"Who is it?"
At the next moment, raising his eyes, he thought he saw his father in the arm-chair where he had seen him so often. The august face was the same as when he saw it last in that room, except that the melancholy eyes were now open.
"I'm ill," he thought, and he closed his eyes and put his hand over them.
But when he opened his eyes again his father was still there, looking at him with tenderness and compassion. His brain reeled and he fell face down on the cushions of the sofa.
Then he heard his father speaking to him, gently, affectionately, but firmly, just as he used to do when he was alive.

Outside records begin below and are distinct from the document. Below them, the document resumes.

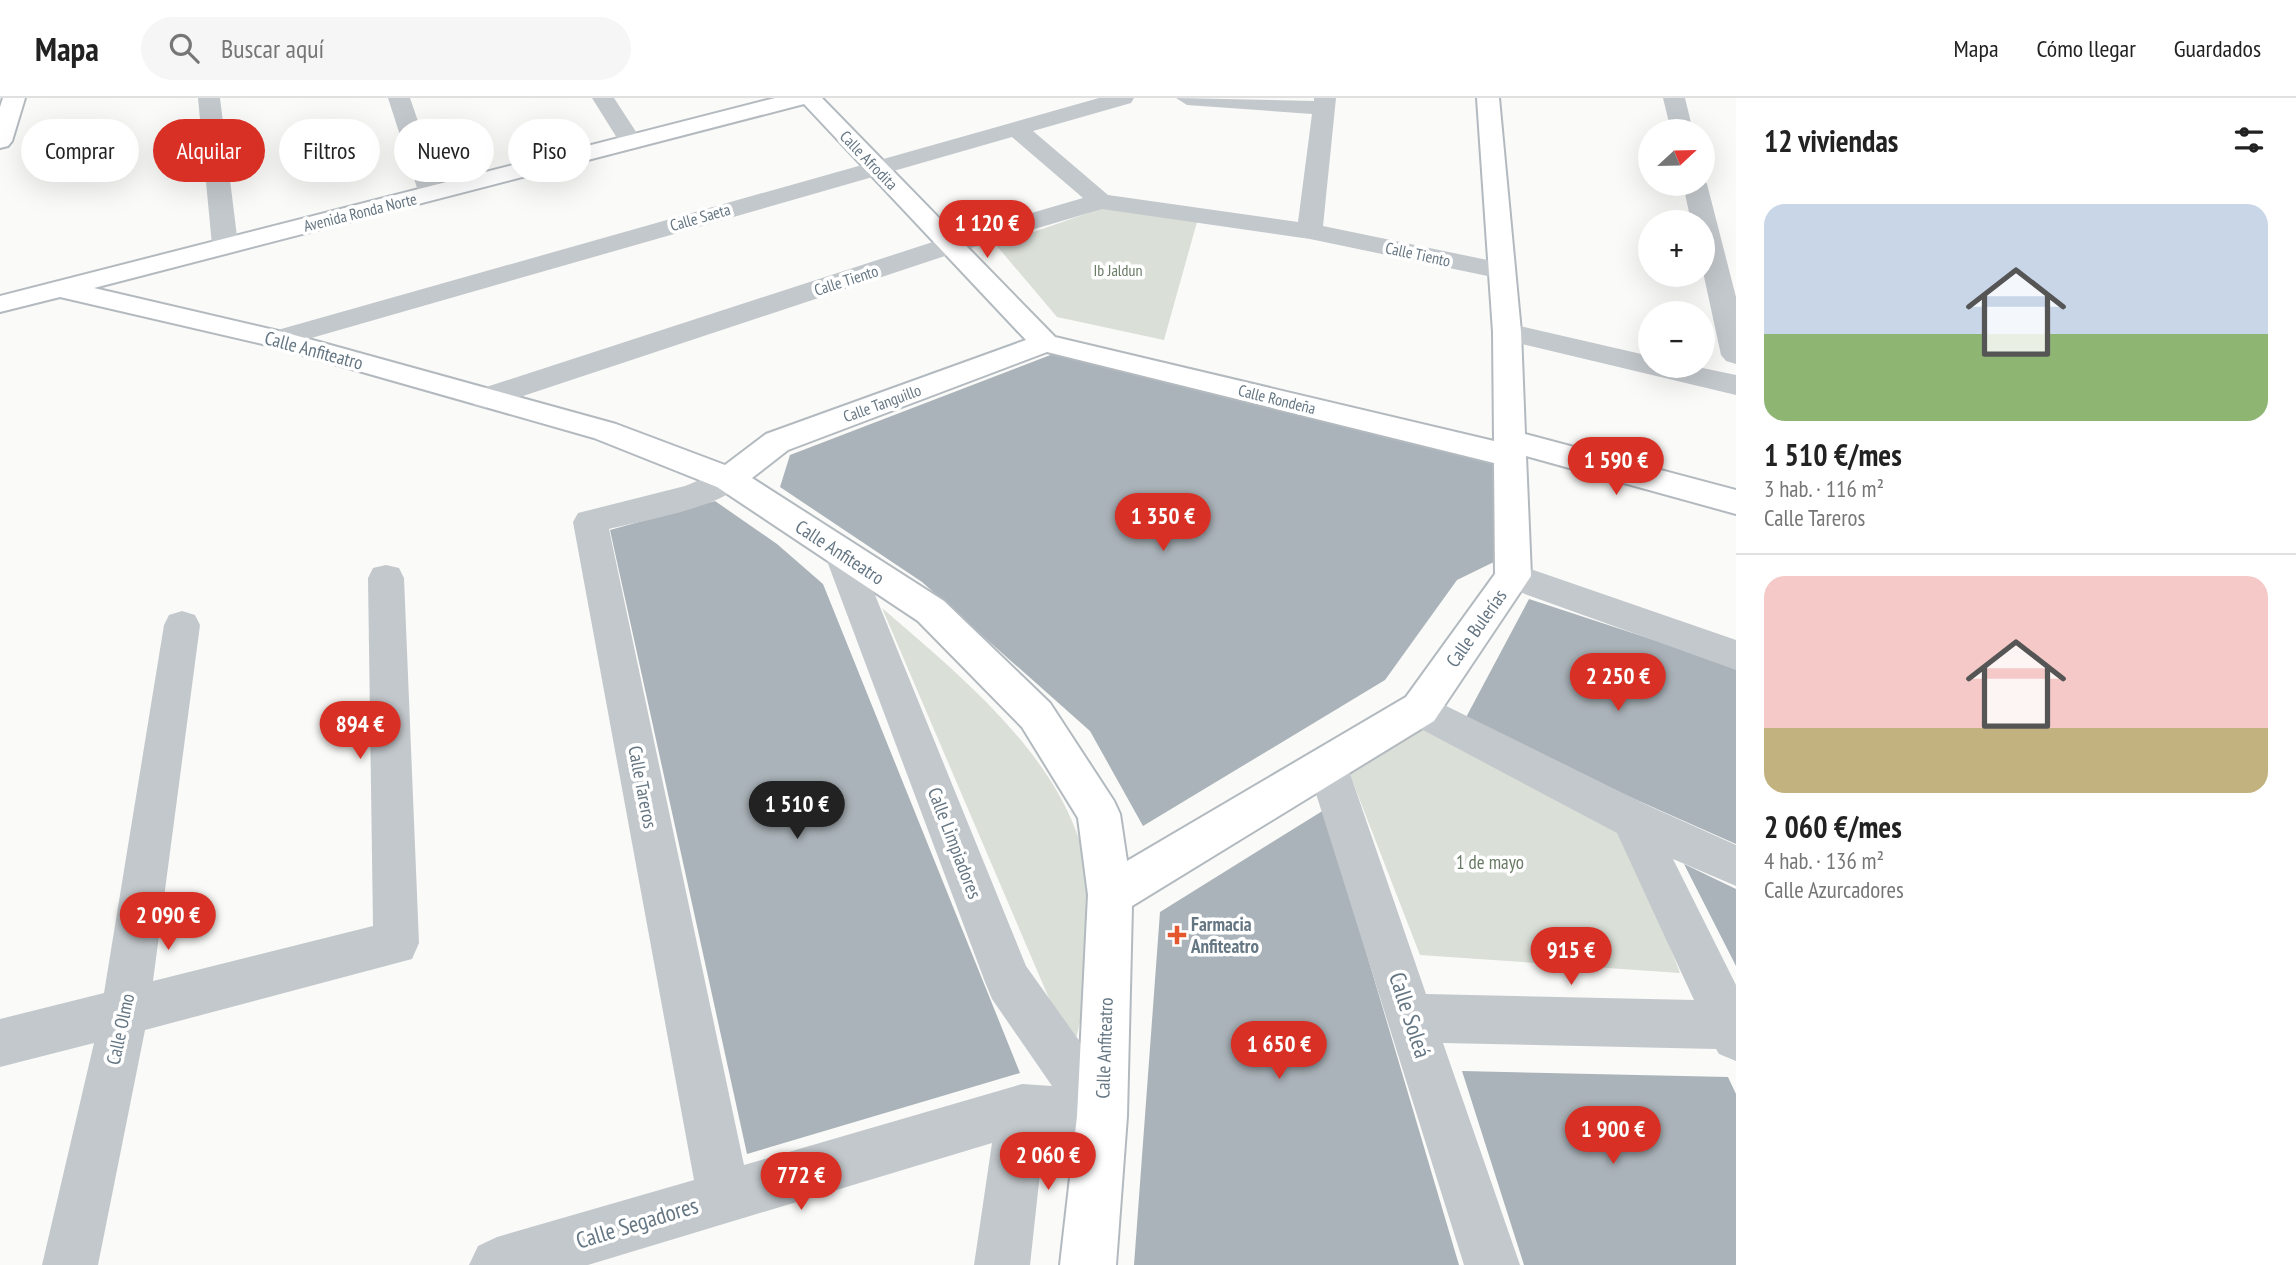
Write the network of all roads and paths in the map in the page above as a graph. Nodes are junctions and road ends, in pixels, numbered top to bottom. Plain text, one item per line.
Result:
1 (14, 98) edge
2 (209, 98) edge
3 (398, 98) edge
4 (603, 98) edge
5 (801, 98) edge
6 (810, 98) edge
7 (1123, 98) edge
8 (1188, 98) edge
9 (1488, 98) edge
10 (1674, 98) edge
11 (1324, 103) edge
12 (1679, 119) edge
13 (1015, 127) junction
14 (0, 141) edge
15 (630, 141) junction
16 (875, 167) junction
17 (431, 194) junction
18 (1698, 196) edge
19 (1101, 201) junction
20 (1310, 231) junction
21 (225, 245) junction
22 (951, 246) junction
23 (1502, 271) junction
24 (62, 289) junction
25 (0, 304) edge
26 (1507, 332) junction
27 (277, 338) junction
28 (1045, 342) junction
29 (1736, 355) edge
30 (1638, 362) edge
31 (1706, 378) edge
32 (1736, 385) edge
33 (485, 398) junction
34 (1510, 449) junction
35 (729, 479) junction
36 (1736, 502) edge
37 (841, 553) junction
38 (1513, 576) junction
39 (386, 578) dead end
40 (182, 625) dead end
41 (1736, 655) edge
42 (1420, 709) junction
43 (1327, 765) junction
44 (1632, 819) junction
45 (1736, 866) edge
46 (1110, 895) junction
47 (125, 1012) junction
48 (1411, 1018) junction
49 (1733, 1031) edge
50 (0, 1043) edge
51 (1022, 1109) junction
52 (1102, 1116) junction
53 (724, 1196) junction
54 (70, 1265) edge
55 (497, 1265) edge
56 (1002, 1265) edge
57 (1088, 1265) edge
58 (1492, 1265) edge

1 - 14 street
2 - 21 street
3 - 17 street
4 - 15 street
5 - 15 street, Avenida Ronda Norte
6 - 16 street, Calle Afrodita
7 - 13 street, Calle Saeta
8 - 11 street
9 - 23 street, Calle Bulerías
10 - 12 street
11 - 20 street
13 - 16 street, Calle Saeta
13 - 19 street
15 - 17 street, Avenida Ronda Norte
16 - 22 street, Calle Afrodita
16 - 27 street, Calle Saeta
17 - 21 street, Avenida Ronda Norte
18 - 29 street
19 - 20 street, Calle Tiento
19 - 22 street, Calle Tiento
20 - 23 street, Calle Tiento
21 - 24 street, Avenida Ronda Norte
22 - 28 street, Calle Afrodita
22 - 33 street, Calle Tiento
23 - 26 street, Calle Bulerías
24 - 25 street, Avenida Ronda Norte
24 - 27 street, Calle Anfiteatro
26 - 30 street
26 - 34 street, Calle Bulerías
27 - 33 street, Calle Anfiteatro
28 - 34 street, Calle Rondeña
28 - 35 street, Calle Tanguillo
31 - 32 street
33 - 35 street, Calle Anfiteatro
34 - 36 street, Calle Rondeña
34 - 38 street, Calle Bulerías
35 - 37 street, Calle Anfiteatro
35 - 53 street, Calle Tareros
37 - 46 street, Calle Anfiteatro
37 - 52 street, Calle Limpiadores
38 - 41 street
38 - 42 street, Calle Bulerías
39 - 47 street
40 - 47 street, Calle Olmo
42 - 43 street, Calle Bulerías
42 - 44 street
43 - 46 street, Calle Bulerías
43 - 48 street, Calle Soleá
44 - 45 street
44 - 49 street
46 - 52 street, Calle Anfiteatro
47 - 50 street
47 - 54 street, Calle Olmo
48 - 49 street
48 - 58 street, Calle Soleá
51 - 52 street, Calle Segadores
51 - 53 street, Calle Segadores
51 - 56 street
52 - 57 street, Calle Anfiteatro
53 - 55 street, Calle Segadores

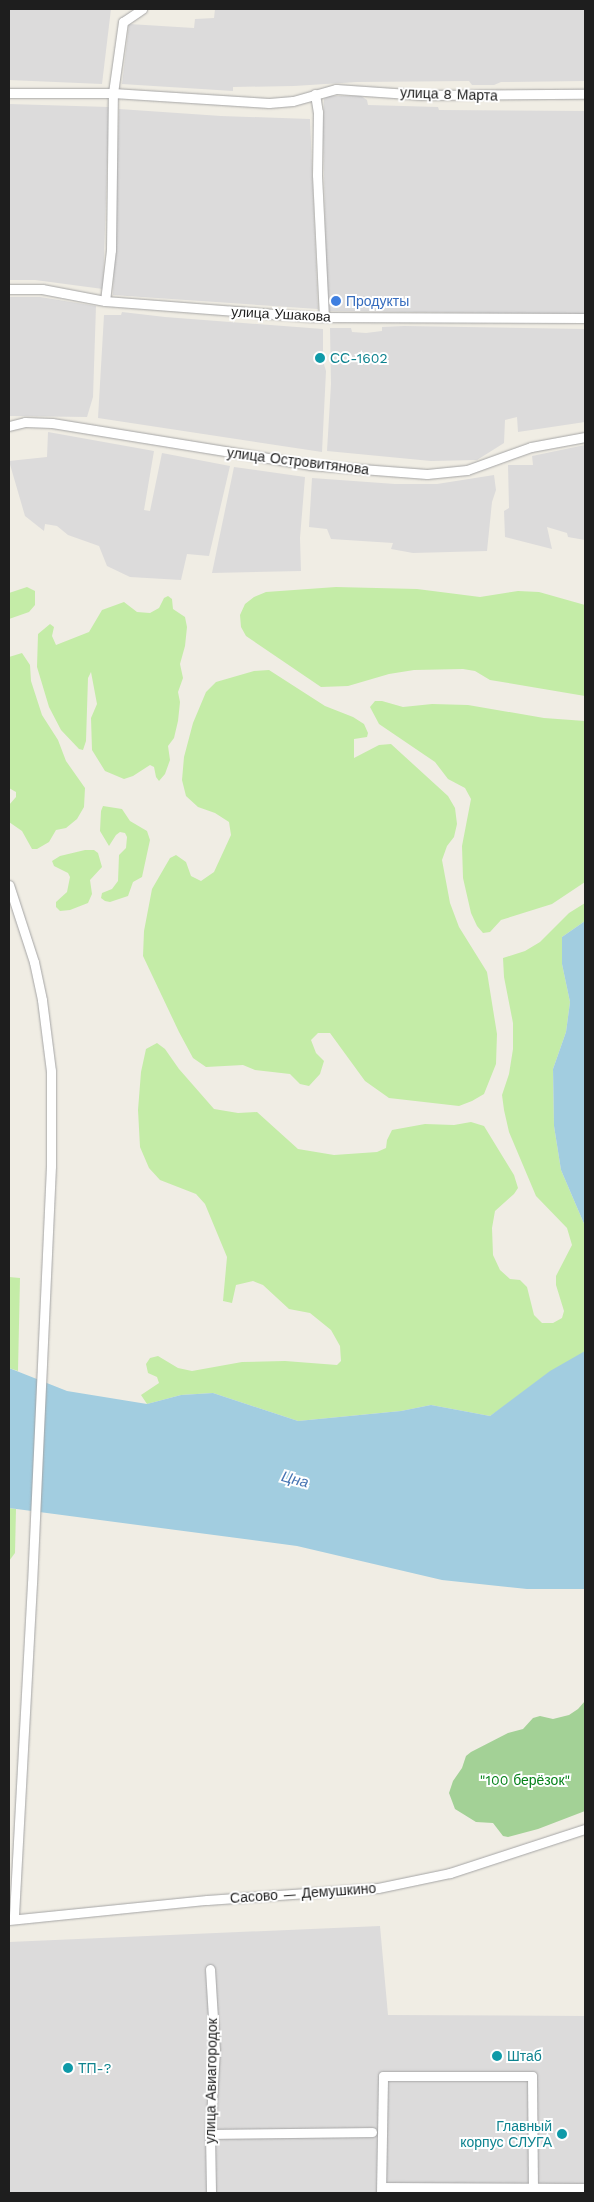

"My son! My dear son! I know what you are thinking of doing, and I warn you not to do it. No man can run away from the consequences of his sins. If he flies from them in this life he must meet them in the life hereafter, and then it will be a hundred-fold more terrible to be swept from the face of the living God."
"Father!"
Stowell tried to cry aloud but could not. His father's voice ceased and at the next moment a vision flashed before him. A line of miserable-looking men were standing before an awful tribunal. He knew who they were—the unjust judges of the world who had corrupted justice. All the grandeur in which they had clothed themselves on earth was gone, and they were there in the nakedness of their shame crying,
"Mercy! Mercy! Mercy!"
Stowell felt as if he were falling off the world into a void of unfathomable night. Then blindness fell upon the eyes of his mind and he knew no more.